PERISCÓPIO 105: Corredores de desenvolvimento em nova perspectiva


Frederico Bussinger

 

O vice-governador de Mato Grosso vem de noticiar convênio, firmado pelo MDR com a UFOPA, para diagnóstico e proposta de governança para os municípios lindeiros à BR-163/MT/PA e à projetada Ferrogrão: Aveiro, Itaituba, Jacareacanga, Novo Progresso, Rurópolis e Trairão. Todos no Pará.

Ele é parte do Programa de Fortalecimento das Capacidades Governativas dos Entes Subnacionais” (Portaria nº 2.652/19); um primeiro passo mais que oportuno e alinhado às boas práticas internacionais em projetos infraestruturais, particularmente “green-field” (projetos a partir do zero).

A Ferrogrão: i) é um dos eixos estruturantes do Arco Norte; ii) ferrovia com 933 km ligando Sinop – MT ao complexo portuário de Miritituba – PA; iii) seu projeto inicial foi apresentado em 2012, coordenado pela EDLP e patrocinado pelas tradings ADM, Amaggi, Bunge, Cargill e Louis Dreyfus; iv) foi qualificado pelo PPI em 2016 (art. 1º, X, do Dec. nº 8.916); e v) em JUL/20 teve edital de concessão aprovado pela ANTT.

Desde o início vem enfrentando dificuldades para licenciamento ambiental. Recentemente também no front político; seja pelo confronto com outras alternativas estruturantes em MT, seja com projetos de outros estados. E, também, no front econômico-financeiro, até há pouco não mencionado, para o qual o Minfra anuncia aporte de R$ 2 bi para “riscos não gerenciáveis”; e, assim, fechar a equação.

A participação do MDR, em projeto até agora conduzido pelo MINFRA, contando também com o envolvimento de estados, municípios e universidade, tem potencial para ajudar a enfrentar e dar tratamento adequado ao desenvolvimento desses projetos. Particularmente no Centro Oeste, com experiências exitosas, como as “PPP caipiras”, e as mobilizações regionais por projetos estruturantes (vide “Carta de Nova Mutum”, de NOV/17).

Não custa lembrar; ferrovias e rodovias não são um fim em si mesmas. Transporte tampouco. Nem mesmo a logística. Elas são infraestruturas e serviços (meios) cujos fins são a economia, a vida das pessoas e o cuidado com a natureza.
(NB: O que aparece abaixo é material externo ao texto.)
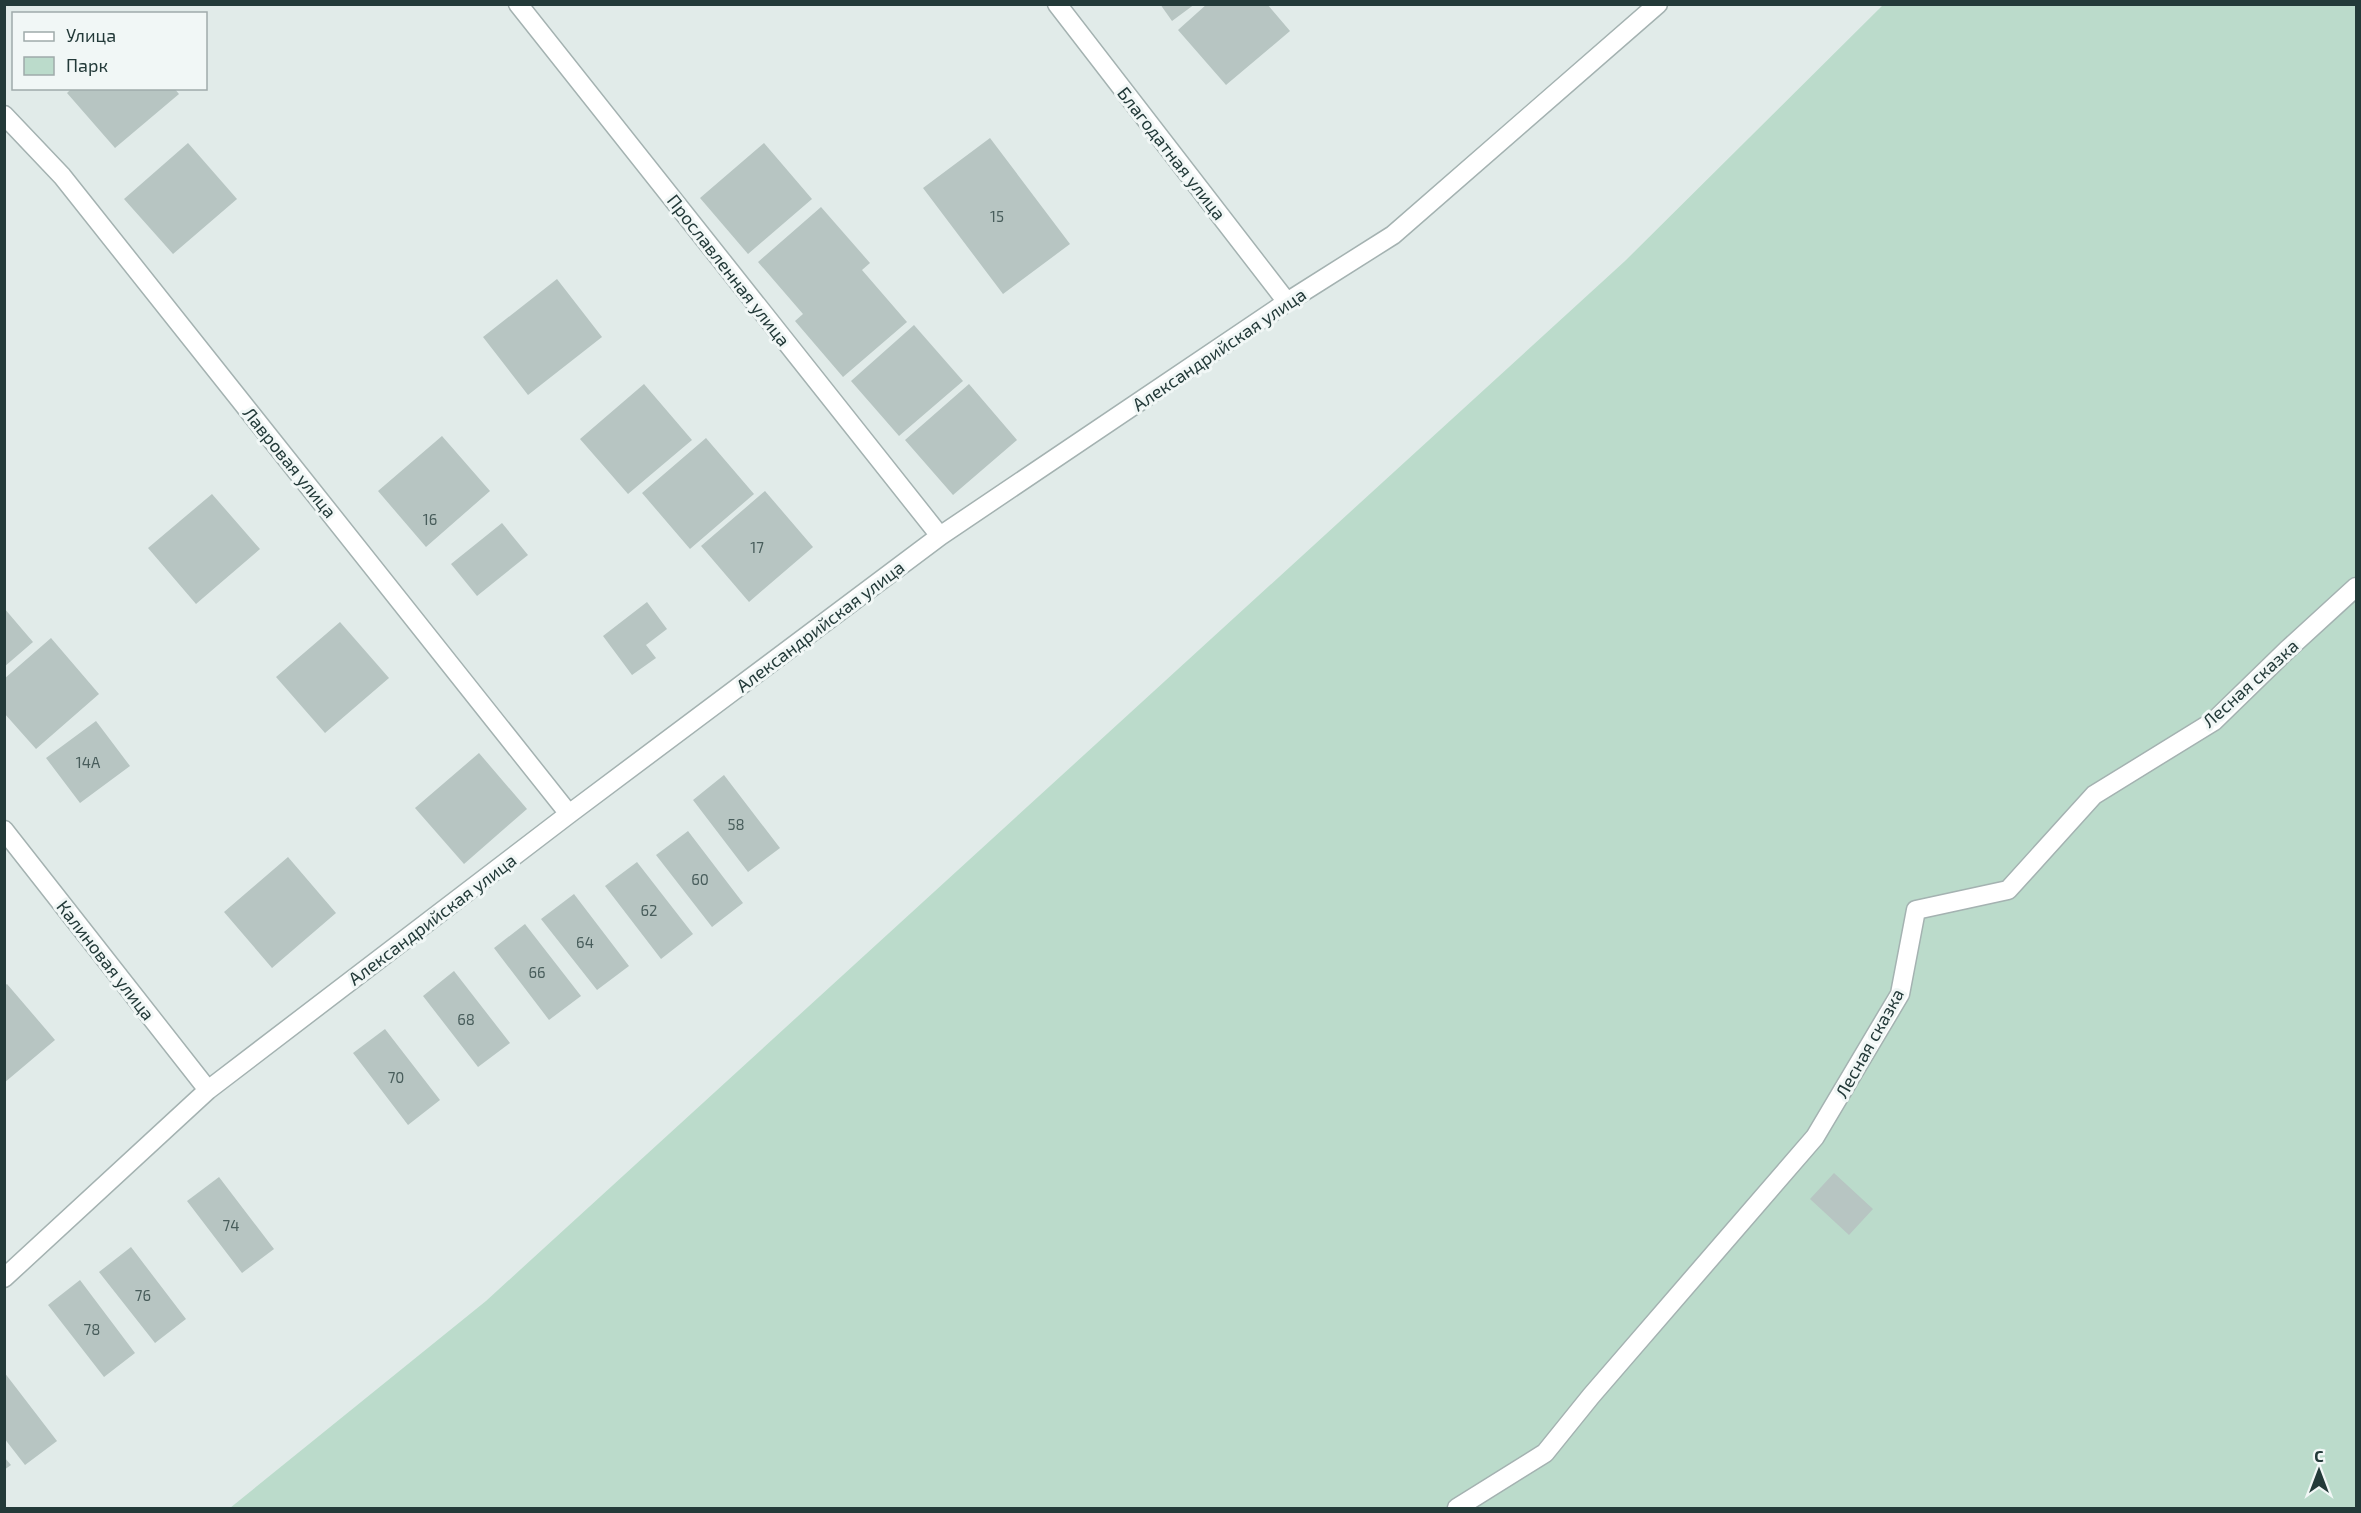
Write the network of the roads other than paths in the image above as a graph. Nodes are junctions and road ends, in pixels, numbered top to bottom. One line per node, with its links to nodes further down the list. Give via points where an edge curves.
1 (518, 4): 6 (street, Прославленная улица)
2 (1057, 4): 5 (street, Благодатная улица)
3 (1654, 6): 5 (street, Александрийская улица, via 1394,235)
4 (4, 115): 8 (street, Лавровая улица, via 62,176)
5 (1287, 302): 6 (street, Александрийская улица)
6 (940, 536): 8 (street, Александрийская улица)
7 (2356, 587): 12 (street, Лесная сказка, via 2214,721 2094,795 2008,890 1916,910 1900,994 1815,1137 1545,1453)
8 (569, 814): 10 (street, Александрийская улица)
9 (4, 830): 10 (street, Калиновая улица)
10 (208, 1090): 11 (street, Александрийская улица)
11 (4, 1278)
12 (1457, 1509)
De uma forma mais ampla, o desenvolvimento regional.

Por isso, o planejamento (e, ultimamente, também a gestão) delas passou de uma visão modal para a ideia de corredor: inicialmente corredor de exportação; depois corredor de transporte, corredor multimodal, corredor logístico e, mais recentemente, corredor de desenvolvimento. As agências internacionais têm cada vez mais incentivado essa abordagem.
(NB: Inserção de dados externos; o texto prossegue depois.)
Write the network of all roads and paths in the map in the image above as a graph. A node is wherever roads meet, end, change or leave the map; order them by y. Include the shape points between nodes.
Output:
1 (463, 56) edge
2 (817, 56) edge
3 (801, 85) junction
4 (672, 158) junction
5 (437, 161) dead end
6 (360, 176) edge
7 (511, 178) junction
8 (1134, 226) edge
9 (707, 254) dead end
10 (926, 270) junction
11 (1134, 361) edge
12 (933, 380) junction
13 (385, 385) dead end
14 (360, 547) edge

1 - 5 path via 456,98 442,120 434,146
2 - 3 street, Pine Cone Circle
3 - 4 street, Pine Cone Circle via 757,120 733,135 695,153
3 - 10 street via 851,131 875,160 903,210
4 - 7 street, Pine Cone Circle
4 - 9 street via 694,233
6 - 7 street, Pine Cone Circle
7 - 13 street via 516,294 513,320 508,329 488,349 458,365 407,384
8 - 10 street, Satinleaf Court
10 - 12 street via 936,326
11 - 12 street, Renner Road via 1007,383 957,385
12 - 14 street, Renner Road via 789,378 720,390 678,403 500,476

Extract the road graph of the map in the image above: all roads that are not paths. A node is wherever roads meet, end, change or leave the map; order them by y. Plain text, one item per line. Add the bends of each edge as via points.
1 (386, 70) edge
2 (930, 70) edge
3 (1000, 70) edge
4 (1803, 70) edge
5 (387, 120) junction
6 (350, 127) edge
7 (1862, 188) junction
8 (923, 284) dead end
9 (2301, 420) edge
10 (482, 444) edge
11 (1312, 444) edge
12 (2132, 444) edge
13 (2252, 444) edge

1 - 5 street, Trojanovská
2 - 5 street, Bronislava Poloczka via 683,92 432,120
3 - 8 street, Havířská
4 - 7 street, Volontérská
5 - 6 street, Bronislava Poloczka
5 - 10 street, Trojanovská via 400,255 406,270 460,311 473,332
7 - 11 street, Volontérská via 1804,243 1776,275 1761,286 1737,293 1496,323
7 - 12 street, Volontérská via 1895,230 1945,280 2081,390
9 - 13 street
Há farta literatura a respeito, inclusive disponível na internet. O Banco Mundial, p.ex, tem um manual de gestão desses corredores; e compartilha amplamente suas experiências.

Não deixa de ser intrigante, assim, o fato de que as concessões (rodovias e ferrovias) e arrendamentos portuários sigam sendo modelados, tanto de per si como essencialmente focados nos ativos; relegando as funcionalidades e interfaces com outros setores a um segundo plano. Mais intrigante, ainda, porque o próprio Governo Federal formulou, no meio da década passada, o “Projeto Corredores Logísticos Estratégicosobjetivando “uma visão panorâmica e diagnóstica … da infraestrutura de transportes voltada para o escoamento das principais cargas do país: Soja e Milho; Minério de Ferro; Veículos Automotores; Açúcar e Etanol, Combustíveis e Carnes… transporte de passageiros, integração e defesa nacional”. Os seis volumes temáticos foram publicados a partir de 2017.

Todo esse acervo bibliográfico, espera-se, seja de grande utilidade à UFOP no projeto de governança para os municípios lindeiros à BR-163 e Ferrogrão.

 

Outros Artigos deste Autor

 
Translate »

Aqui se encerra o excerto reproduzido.